Based on these concerns, there are some improvements in our development procedure of CM CPGs.

Firstly, we chose mixed methods rather than one method to develop CM CPGs for achieving more supporting data. Except consensus development method and evidence-based method, we introduced text mining technique. Text mining has been widely used in medical research and been introduced into CM research for quickly searching potential information [2628]. Results derived from text mining reflect the hot point knowledge of relevant diseases which can be considered as a supplement of evidence. Text mining was used for providing more data on forming CM CPG and providing a general basis for avoiding bias generating from unsystematic review or group opinion.

Secondly, we chose formal consensus development method instead of informal consensus method. Delphi survey was used to collect consensus from local experts because of its rationality, scientific credibility, and controlled process [29]. To avoid bias generating from individual views, evidence and information derived from text mining process will be used to form questionnaire for leading an effective survey. Participants come from local professional organization to ensure consensus is highly appropriate for local use. Consensus conference was used to provide a preciseness and effective way to achieve consensus on final decision.

Thirdly, we synthesize data derived from different resources for supporting CM CPGs.

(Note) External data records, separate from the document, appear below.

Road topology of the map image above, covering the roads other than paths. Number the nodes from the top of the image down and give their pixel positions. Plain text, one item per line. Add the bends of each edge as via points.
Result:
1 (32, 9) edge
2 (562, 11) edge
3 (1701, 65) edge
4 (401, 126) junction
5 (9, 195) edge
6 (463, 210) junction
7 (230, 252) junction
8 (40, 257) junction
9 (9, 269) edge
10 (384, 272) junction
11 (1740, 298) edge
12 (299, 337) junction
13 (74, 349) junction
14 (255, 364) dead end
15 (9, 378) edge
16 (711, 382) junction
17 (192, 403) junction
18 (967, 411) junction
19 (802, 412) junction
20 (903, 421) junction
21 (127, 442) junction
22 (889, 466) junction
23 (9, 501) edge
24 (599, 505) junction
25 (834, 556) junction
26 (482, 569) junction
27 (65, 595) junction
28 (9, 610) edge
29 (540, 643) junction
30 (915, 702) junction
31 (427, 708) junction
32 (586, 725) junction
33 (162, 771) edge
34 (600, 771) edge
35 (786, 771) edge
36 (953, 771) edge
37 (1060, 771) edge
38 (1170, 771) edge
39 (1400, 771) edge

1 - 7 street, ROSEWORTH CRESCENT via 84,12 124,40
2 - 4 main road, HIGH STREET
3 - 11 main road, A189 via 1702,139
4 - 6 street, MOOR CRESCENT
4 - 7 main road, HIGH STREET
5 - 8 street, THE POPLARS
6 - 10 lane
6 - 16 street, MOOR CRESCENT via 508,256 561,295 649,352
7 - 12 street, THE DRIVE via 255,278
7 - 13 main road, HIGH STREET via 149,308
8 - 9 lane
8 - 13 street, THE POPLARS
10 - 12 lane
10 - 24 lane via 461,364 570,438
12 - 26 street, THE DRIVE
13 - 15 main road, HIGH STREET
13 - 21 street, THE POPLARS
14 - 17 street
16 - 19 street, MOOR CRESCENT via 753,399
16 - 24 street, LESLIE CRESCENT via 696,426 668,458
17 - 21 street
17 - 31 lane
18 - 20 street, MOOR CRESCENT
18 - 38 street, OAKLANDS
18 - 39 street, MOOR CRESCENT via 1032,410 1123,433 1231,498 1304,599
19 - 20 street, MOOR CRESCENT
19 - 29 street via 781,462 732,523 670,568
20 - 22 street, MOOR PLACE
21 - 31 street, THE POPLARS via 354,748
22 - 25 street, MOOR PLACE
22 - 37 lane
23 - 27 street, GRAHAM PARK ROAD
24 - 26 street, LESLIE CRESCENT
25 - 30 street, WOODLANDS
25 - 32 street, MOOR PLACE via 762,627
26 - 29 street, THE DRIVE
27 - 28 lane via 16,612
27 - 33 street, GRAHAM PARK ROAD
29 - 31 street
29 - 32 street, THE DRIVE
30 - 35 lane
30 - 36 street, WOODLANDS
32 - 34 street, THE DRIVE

We set clear criteria and standardized form for synthesizing of data to provide an operable and transparent development process. To facilitate understanding of CM CPG, a standardized reporting guide for CM CPGs is provided as well.

4. Conclusion

The outputs of this research will provide CM CPGs for insomnia, chronic gastritis, and cerebral infarction for Hong Kong local use. That is the first CM CPGs for Hong Kong local use and as such is an important milestone. As most of the clinical practices of CM practitioners are still based on the individual experiences, the risk of CM application exists. Therefore, development of CM CPGs to standardize CM clinical practice and ensure CM’s secure application is imperative. It will help Hong Kong CM practitioners make decision and enhance efficiency of clinical service to some extent. We initially choose 3 common diseases in Hong Kong according to the suggestion from Hospital Authority of Hong Kong, including insomnia, chronic gastritis, and cerebral infarction with high disease burden and effective practice evidence. If executed successfully, the methods will be used in the future development process of CM CPGs for other common diseases in Hong Kong.

Conflict of Interests

The authors declare that there is no conflict of interests regarding the publication of this paper.

Authors’ Contribution

Nannan Shi and Linda L. D. Zhong contributed equally to this work and should be considered as co-first authors.

Acknowledgment

This research was financially supported by Hong Kong Hospital Authority Research Project: Chinese Medicine Clinical Practice Guideline in Stroke, Insomnia and Chronic Gastritis (HA 820/126/19/19/14/6/12/1).